Optimal Actuator Design for Nonlinear Systems

Abstract

For systems modeled by partial differential equations (PDE's), the location and shape of the actuators can be regarded as a design variable and included as part of the controller synthesis procedure. Optimal actuator location is a special case of optimal design. Appropriate actuator location and design can improve performance and significantly reduce the cost of the control in a distributed parameter system.

For linear partial differential equations, the existence of an optimal actuator design for a number of cost functions has been established. However, many dynamics are affected by nonlinearities and linearization of the PDE can neglect some important aspects of the model.
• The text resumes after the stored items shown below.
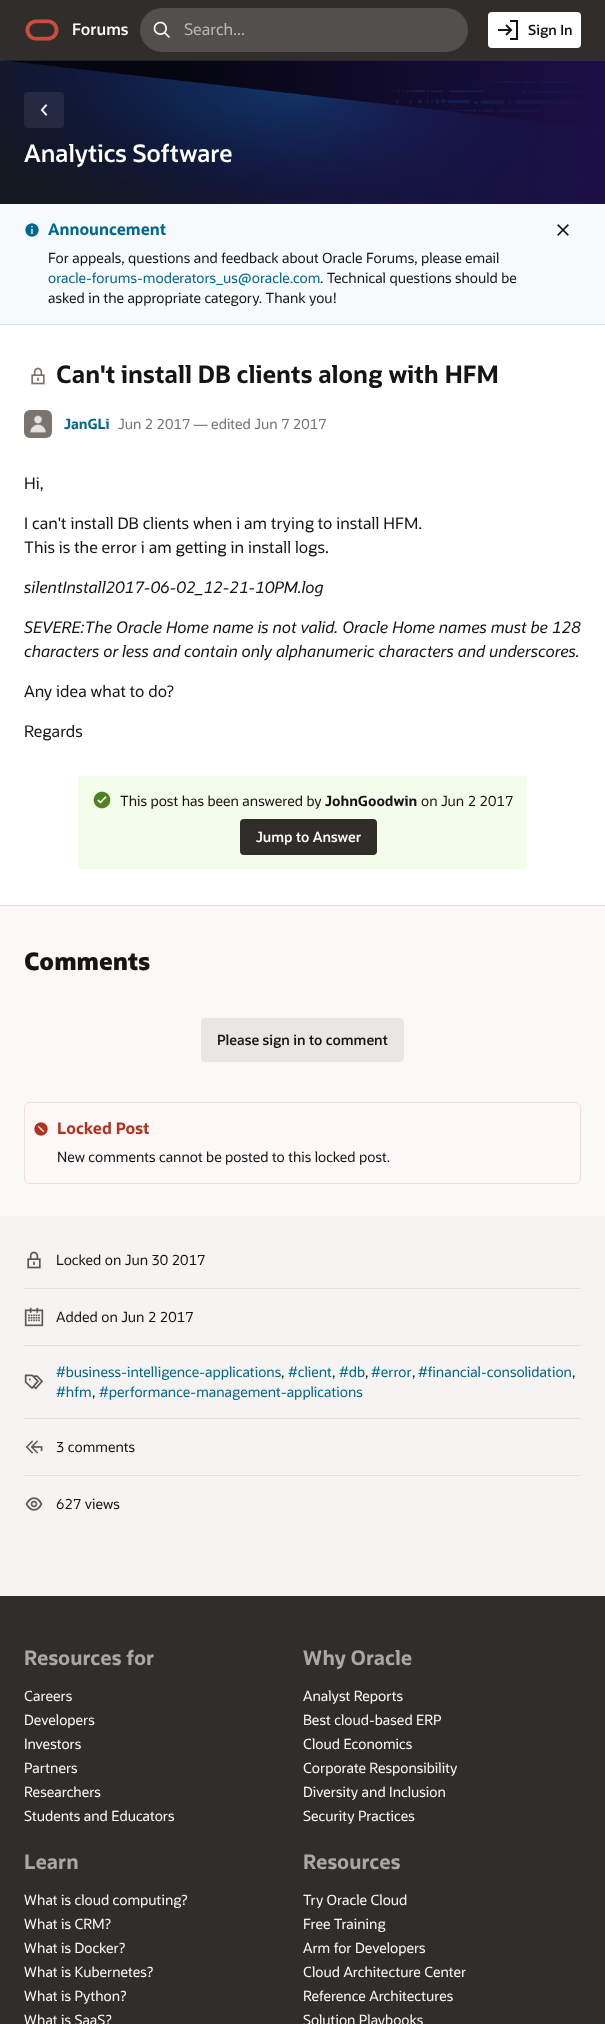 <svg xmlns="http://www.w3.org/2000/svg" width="605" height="2024">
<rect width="100%" height="100%" fill="#312d2a"/>
<image x="0" y="60" width="605" height="144" href="media/4.png"/>
<rect x="-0.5" y="-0.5" width="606" height="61" fill="none" stroke="#ffffff1a"/>
<image x="25" y="19" width="34" height="22" href="media/1.png"/>
<text x="72" y="35" style="font-family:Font;font-size:16px;font-weight:600;fill:#fff">Forums</text>
<rect x="140" y="8" width="328" height="44" rx="22" fill="#524f4c"/>
<image x="153" y="21" width="17" height="17" href="media/2.png"/>
<text x="184" y="35" style="font-family:Font;font-size:16px;fill:#bab9b7">Search...</text>
<rect x="488" y="12" width="93" height="36" rx="4" fill="#fff"/>
<image x="498" y="20" width="20" height="20" href="media/3.png"/>
<text x="528" y="35" style="font-family:Font;font-size:14px;font-weight:600;fill:#161513">Sign In</text>
<rect x="24" y="92" width="40" height="36" rx="4" fill="#fbf9f814"/>
<image x="40" y="104" width="8" height="12" href="media/5.png"/>
<text x="24" y="162" style="font-family:Font;font-size:24px;font-weight:600;fill:#fff">Analytics Software</text>
<rect y="906" width="605" height="310" fill="#fbf9f8"/>
<rect y="204" width="605" height="120" fill="#f6fafc"/>
<rect y="324" width="605" height="1" fill="#e0e3e5"/>
<image x="25" y="223" width="14" height="14" href="media/6.png"/>
<text x="48" y="235" style="font-family:Font;font-size:16px;font-weight:bold;fill:#00688c">Announcement</text>
<text x="48" y="263" style="font-family:Font;font-size:14px;fill:#161513">For appeals, questions and feedback about Oracle Forums, please email</text>
<text x="48" y="283" style="font-family:Font;font-size:14px;fill:#00688c">oracle-forums-moderators_us@oracle.com</text>
<text x="320" y="283" style="font-family:Font;font-size:14px;fill:#161513">. Technical questions should be</text>
<text x="48" y="303" style="font-family:Font;font-size:14px;fill:#161513">asked in the appropriate category. Thank you!</text>
<image x="557" y="224" width="12" height="12" href="media/7.png"/>
<rect y="325" width="605" height="580" fill="#fff"/>
<image x="31" y="367" width="14" height="18" href="media/8.png"/>
<text x="56" y="383" style="font-family:Font;font-size:24px;font-weight:bold;fill:#161513">Can't install DB clients along with HFM</text>
<image x="24" y="410" width="28" height="28" href="media/9.png"/>
<text x="64" y="429" style="font-family:Font;font-size:14px;font-weight:bold;fill:#00688c">JanGLi</text>
<text x="118" y="429" style="font-family:Font;font-size:14px;fill:#737371">Jun 2 2017 — edited Jun 7 2017</text>
<text x="24" y="489" style="font-family:Font;font-size:16px;fill:#161513">Hi,</text>
<text x="24" y="529" style="font-family:Font;font-size:16px;fill:#161513">I can't install DB clients when i am trying to install HFM.</text>
<text x="24" y="553" style="font-family:Font;font-size:16px;fill:#161513">This is the error i am getting in install logs.</text>
<text x="24" y="593" style="font-family:Font;font-size:16px;font-style:italic;fill:#161513">silentInstall2017-06-02_12-21-10PM.log</text>
<text x="24" y="633" style="font-family:Font;font-size:16px;font-style:italic;fill:#161513">SEVERE:The Oracle Home name is not valid. Oracle Home names must be 128</text>
<text x="24" y="657" style="font-family:Font;font-size:16px;font-style:italic;fill:#161513">characters or less and contain only alphanumeric characters and underscores.</text>
<text x="24" y="697" style="font-family:Font;font-size:16px;fill:#161513">Any idea what to do?</text>
<text x="24" y="737" style="font-family:Font;font-size:16px;fill:#161513">Regards</text>
<rect x="78" y="776" width="449" height="93" rx="4" fill="#f4fceb"/>
<image x="93" y="791" width="18" height="18" href="media/10.png"/>
<text x="120" y="806" style="font-family:Font;font-size:14px;fill:#161513">This post has been answered by</text>
<text x="325" y="806" style="font-family:Font;font-size:14px;font-weight:bold;fill:#161513">JohnGoodwin</text>
<text x="421" y="806" style="font-family:Font;font-size:14px;fill:#161513">on Jun 2 2017</text>
<rect x="240" y="819" width="137" height="36" rx="4" fill="#312d2a"/>
<text x="256" y="842" style="font-family:Font;font-size:14px;font-weight:600;fill:#fff">Jump to Answer</text>
<rect y="905" width="605" height="1" fill="#e2e0df"/>
<text x="24" y="970" style="font-family:Font;font-size:24px;font-weight:800;fill:#161513">Comments</text>
<rect x="201" y="1018" width="203" height="44" rx="4" fill="#e9e7e6"/>
<text x="217" y="1045" style="font-family:Font;font-size:14px;font-weight:600;fill:#161513">Please sign in to comment</text>
<rect x="24.5" y="1102.5" width="556" height="81" rx="5.5" fill="#fff8f7" stroke="#e8e1e0"/>
<image x="34" y="1122" width="14" height="14" href="media/11.png"/>
<text x="57" y="1134" style="font-family:Font;font-size:16px;font-weight:bold;fill:#b3311f">Locked Post</text>
<text x="57" y="1162" style="font-family:Font;font-size:14px;fill:#161513">New comments cannot be posted to this locked post.</text>
<rect y="1216" width="605" height="380" fill="#f5f4f2"/>
<rect x="24" y="1288" width="557" height="1" fill="#e3e2e0"/>
<image x="27" y="1251" width="14" height="18" href="media/12.png"/>
<text x="56" y="1265" style="font-family:Font;font-size:14px;fill:#161513">Locked on Jun 30 2017</text>
<rect x="24" y="1345" width="557" height="1" fill="#e3e2e0"/>
<image x="24" y="1307" width="20" height="20" href="media/13.png"/>
<text x="56" y="1322" style="font-family:Font;font-size:14px;fill:#161513">Added on Jun 2 2017</text>
<rect x="24" y="1418" width="557" height="1" fill="#e3e2e0"/>
<image x="24" y="1374" width="19" height="16" href="media/14.png"/>
<text x="56" y="1377" style="font-family:Font;font-size:14px;fill:#00688c">#business-intelligence-applications</text>
<text x="281" y="1377" style="font-family:Font;font-size:14px;fill:#161513">,</text>
<text x="288" y="1377" style="font-family:Font;font-size:14px;fill:#00688c">#client</text>
<text x="332" y="1377" style="font-family:Font;font-size:14px;fill:#161513">,</text>
<text x="339" y="1377" style="font-family:Font;font-size:14px;fill:#00688c">#db</text>
<text x="365" y="1377" style="font-family:Font;font-size:14px;fill:#161513">,</text>
<text x="371" y="1377" style="font-family:Font;font-size:14px;fill:#00688c">#error</text>
<text x="412" y="1377" style="font-family:Font;font-size:14px;fill:#161513">,</text>
<text x="418" y="1377" style="font-family:Font;font-size:14px;fill:#00688c">#financial-consolidation</text>
<text x="572" y="1377" style="font-family:Font;font-size:14px;fill:#161513">,</text>
<text x="56" y="1397" style="font-family:Font;font-size:14px;fill:#00688c">#hfm</text>
<text x="92" y="1397" style="font-family:Font;font-size:14px;fill:#161513">,</text>
<text x="99" y="1397" style="font-family:Font;font-size:14px;fill:#00688c">#performance-management-applications</text>
<rect x="24" y="1475" width="557" height="1" fill="#e3e2e0"/>
<image x="25" y="1440" width="18" height="14" href="media/15.png"/>
<text x="56" y="1452" style="font-family:Font;font-size:14px;fill:#161513">3 comments</text>
<image x="25" y="1497" width="18" height="14" href="media/16.png"/>
<text x="56" y="1509" style="font-family:Font;font-size:14px;fill:#161513">627 views</text>
<text x="24" y="1665" style="font-family:Font;font-size:20px;font-weight:bold;fill:#aaa7a6">Resources for</text>
<text x="24" y="1701" style="font-family:Font;font-size:14px;fill:#fbf9f8">Careers</text>
<text x="24" y="1725" style="font-family:Font;font-size:14px;fill:#fbf9f8">Developers</text>
<text x="24" y="1749" style="font-family:Font;font-size:14px;fill:#fbf9f8">Investors</text>
<text x="24" y="1773" style="font-family:Font;font-size:14px;fill:#fbf9f8">Partners</text>
<text x="24" y="1797" style="font-family:Font;font-size:14px;fill:#fbf9f8">Researchers</text>
<text x="24" y="1821" style="font-family:Font;font-size:14px;fill:#fbf9f8">Students and Educators</text>
<text x="303" y="1665" style="font-family:Font;font-size:20px;font-weight:bold;fill:#aaa7a6">Why Oracle</text>
<text x="303" y="1701" style="font-family:Font;font-size:14px;fill:#fbf9f8">Analyst Reports</text>
<text x="303" y="1725" style="font-family:Font;font-size:14px;fill:#fbf9f8">Best cloud-based ERP</text>
<text x="303" y="1749" style="font-family:Font;font-size:14px;fill:#fbf9f8">Cloud Economics</text>
<text x="303" y="1773" style="font-family:Font;font-size:14px;fill:#fbf9f8">Corporate Responsibility</text>
<text x="303" y="1797" style="font-family:Font;font-size:14px;fill:#fbf9f8">Diversity and Inclusion</text>
<text x="303" y="1821" style="font-family:Font;font-size:14px;fill:#fbf9f8">Security Practices</text>
<text x="24" y="1869" style="font-family:Font;font-size:20px;font-weight:bold;fill:#aaa7a6">Learn</text>
<text x="24" y="1905" style="font-family:Font;font-size:14px;fill:#fbf9f8">What is cloud computing?</text>
<text x="24" y="1929" style="font-family:Font;font-size:14px;fill:#fbf9f8">What is CRM?</text>
<text x="24" y="1953" style="font-family:Font;font-size:14px;fill:#fbf9f8">What is Docker?</text>
<text x="24" y="1977" style="font-family:Font;font-size:14px;fill:#fbf9f8">What is Kubernetes?</text>
<text x="24" y="2001" style="font-family:Font;font-size:14px;fill:#fbf9f8">What is Python?</text>
<text x="24" y="2025" style="font-family:Font;font-size:14px;fill:#fbf9f8">What is SaaS?</text>
<text x="303" y="1869" style="font-family:Font;font-size:20px;font-weight:bold;fill:#aaa7a6">Resources</text>
<text x="303" y="1905" style="font-family:Font;font-size:14px;fill:#fbf9f8">Try Oracle Cloud</text>
<text x="303" y="1929" style="font-family:Font;font-size:14px;fill:#fbf9f8">Free Training</text>
<text x="303" y="1953" style="font-family:Font;font-size:14px;fill:#fbf9f8">Arm for Developers</text>
<text x="303" y="1977" style="font-family:Font;font-size:14px;fill:#fbf9f8">Cloud Architecture Center</text>
<text x="303" y="2001" style="font-family:Font;font-size:14px;fill:#fbf9f8">Reference Architectures</text>
<text x="303" y="2025" style="font-family:Font;font-size:14px;fill:#fbf9f8">Solution Playbooks</text>
</svg>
The existing literature uses the finite-dimensional approximation of nonlinear PDE's to address the optimal actuator design problem. There are new theoretical results on the optimal actuator design of nonlinear PDE's in Banach spaces.

This thesis describes new results on optimal actuator design for abstract nonlinear systems on reflexive Banach spaces. Two classes of PDE's have been studied. In the first class, semi-linear systems, a weak continuity assumption on nonlinearities is imposed to establish optimality results. Two examples are provided for this class including nonlinear railway track model and nonlinear wave equation in two space dimensions. The second class is nonlinear parabolic PDE's. For this class, the weak continuity assumption is relaxed at the cost of imposing assumptions on the linear part of the system. The examples provided for this class are Kuramoto-Sivashinsky equation and nonlinear diffusion in two space dimensions.

Furthermore, a thorough study of optimal actuator location for nonlinear railway track model was conducted. The study begins with investigating the well-posedness and stability of solutions to this model. It is shown that under certain conditions on inputs, solutions to the railway track model are stable. Further on, using optimization algorithms and numerical schemes, an optimal input and actuator location are computed. Several simulations are run for various physical parameters. The simulations show that the optimal actuator location is not at the center of the track, contrary to a common belief. They also show that an optimally-located actuator significantly improves the performance of the control system.